▸ Activity
Narrow the data below down to the lines containing "Right".

(Supplied entries Opens)

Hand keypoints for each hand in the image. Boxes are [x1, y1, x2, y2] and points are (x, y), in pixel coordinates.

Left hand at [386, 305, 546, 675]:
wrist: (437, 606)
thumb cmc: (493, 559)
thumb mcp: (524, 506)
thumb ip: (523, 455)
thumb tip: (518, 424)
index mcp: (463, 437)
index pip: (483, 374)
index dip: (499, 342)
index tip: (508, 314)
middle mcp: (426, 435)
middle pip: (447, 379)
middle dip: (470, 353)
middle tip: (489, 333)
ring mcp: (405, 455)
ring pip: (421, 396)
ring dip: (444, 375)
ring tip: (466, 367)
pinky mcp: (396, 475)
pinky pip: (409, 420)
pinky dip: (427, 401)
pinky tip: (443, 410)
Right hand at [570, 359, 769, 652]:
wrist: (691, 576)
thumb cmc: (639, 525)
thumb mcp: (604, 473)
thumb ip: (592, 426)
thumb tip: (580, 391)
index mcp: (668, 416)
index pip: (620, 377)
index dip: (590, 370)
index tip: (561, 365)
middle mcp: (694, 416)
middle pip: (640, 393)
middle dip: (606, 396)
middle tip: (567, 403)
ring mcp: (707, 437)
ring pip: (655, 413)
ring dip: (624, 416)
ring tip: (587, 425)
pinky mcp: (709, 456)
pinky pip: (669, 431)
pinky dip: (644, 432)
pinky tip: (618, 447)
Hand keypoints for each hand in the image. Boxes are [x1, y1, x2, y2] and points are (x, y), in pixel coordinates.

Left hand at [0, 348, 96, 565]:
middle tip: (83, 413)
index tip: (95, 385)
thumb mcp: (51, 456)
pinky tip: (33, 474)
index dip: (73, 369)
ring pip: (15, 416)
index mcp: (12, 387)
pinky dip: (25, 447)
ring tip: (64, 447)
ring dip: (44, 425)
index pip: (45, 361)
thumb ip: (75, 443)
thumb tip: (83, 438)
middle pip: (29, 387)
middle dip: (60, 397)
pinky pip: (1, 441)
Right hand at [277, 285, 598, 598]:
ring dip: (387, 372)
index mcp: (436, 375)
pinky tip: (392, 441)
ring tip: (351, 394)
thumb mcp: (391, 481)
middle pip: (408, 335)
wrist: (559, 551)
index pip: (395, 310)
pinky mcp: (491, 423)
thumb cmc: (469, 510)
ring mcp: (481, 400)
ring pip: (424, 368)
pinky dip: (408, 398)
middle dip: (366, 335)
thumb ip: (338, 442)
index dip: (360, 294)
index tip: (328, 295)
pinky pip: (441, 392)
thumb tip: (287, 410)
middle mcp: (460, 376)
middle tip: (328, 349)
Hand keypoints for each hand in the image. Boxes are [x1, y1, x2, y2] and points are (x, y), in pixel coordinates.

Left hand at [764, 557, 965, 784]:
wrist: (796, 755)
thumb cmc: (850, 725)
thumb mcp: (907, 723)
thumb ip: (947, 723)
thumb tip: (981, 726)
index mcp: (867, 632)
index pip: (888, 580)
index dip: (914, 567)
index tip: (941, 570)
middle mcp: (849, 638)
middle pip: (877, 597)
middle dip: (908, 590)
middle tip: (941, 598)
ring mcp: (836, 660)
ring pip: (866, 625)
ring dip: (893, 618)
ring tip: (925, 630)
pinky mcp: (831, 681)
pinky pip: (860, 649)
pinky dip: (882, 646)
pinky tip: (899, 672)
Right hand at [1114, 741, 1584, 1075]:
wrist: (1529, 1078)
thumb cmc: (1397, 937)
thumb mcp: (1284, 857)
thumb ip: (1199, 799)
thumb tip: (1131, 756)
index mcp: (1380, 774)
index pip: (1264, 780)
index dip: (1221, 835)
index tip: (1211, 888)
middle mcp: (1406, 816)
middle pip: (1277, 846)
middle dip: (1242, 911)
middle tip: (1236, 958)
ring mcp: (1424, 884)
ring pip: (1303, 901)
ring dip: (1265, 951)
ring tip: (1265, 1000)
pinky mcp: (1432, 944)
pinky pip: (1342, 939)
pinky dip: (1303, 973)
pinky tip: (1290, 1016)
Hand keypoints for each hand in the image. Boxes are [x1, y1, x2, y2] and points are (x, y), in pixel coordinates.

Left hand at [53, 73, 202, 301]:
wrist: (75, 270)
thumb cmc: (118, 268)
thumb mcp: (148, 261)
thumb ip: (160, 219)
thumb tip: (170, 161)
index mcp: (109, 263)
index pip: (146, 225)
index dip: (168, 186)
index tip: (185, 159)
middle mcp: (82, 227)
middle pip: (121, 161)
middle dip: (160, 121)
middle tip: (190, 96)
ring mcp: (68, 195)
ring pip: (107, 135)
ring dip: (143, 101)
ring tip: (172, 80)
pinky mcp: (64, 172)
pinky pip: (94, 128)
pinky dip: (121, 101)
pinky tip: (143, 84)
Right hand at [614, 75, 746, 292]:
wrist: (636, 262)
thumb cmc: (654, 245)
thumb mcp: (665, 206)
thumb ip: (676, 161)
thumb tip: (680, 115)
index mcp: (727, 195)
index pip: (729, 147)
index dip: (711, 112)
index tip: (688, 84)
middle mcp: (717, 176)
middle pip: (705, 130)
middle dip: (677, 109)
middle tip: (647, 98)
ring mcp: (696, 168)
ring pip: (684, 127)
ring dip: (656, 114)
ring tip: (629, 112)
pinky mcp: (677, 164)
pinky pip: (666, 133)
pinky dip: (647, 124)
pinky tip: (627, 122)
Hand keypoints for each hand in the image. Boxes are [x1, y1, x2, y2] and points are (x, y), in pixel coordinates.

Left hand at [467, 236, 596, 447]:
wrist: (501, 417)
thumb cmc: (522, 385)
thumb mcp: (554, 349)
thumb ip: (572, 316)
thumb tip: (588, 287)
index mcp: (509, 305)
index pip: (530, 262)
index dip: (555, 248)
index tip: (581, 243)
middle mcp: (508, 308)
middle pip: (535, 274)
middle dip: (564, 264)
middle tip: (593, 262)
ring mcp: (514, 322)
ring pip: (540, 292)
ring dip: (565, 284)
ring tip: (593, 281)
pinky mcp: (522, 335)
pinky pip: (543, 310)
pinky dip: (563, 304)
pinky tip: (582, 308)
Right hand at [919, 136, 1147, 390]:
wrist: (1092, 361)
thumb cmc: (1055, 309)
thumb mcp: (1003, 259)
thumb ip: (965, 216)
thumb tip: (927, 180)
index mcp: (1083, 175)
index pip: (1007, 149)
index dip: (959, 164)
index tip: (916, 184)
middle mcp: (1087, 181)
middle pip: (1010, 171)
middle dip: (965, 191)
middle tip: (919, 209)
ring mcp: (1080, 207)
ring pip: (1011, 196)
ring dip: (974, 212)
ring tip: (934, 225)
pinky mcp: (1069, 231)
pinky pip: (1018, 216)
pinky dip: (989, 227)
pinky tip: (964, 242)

(Supplied entries Closes)

▸ Your response
Right hand at [570, 359, 769, 652]:
Right hand at [277, 285, 598, 598]:
Right hand at [1114, 741, 1584, 1075]:
Right hand at [614, 75, 746, 292]:
Right hand at [919, 136, 1147, 390]:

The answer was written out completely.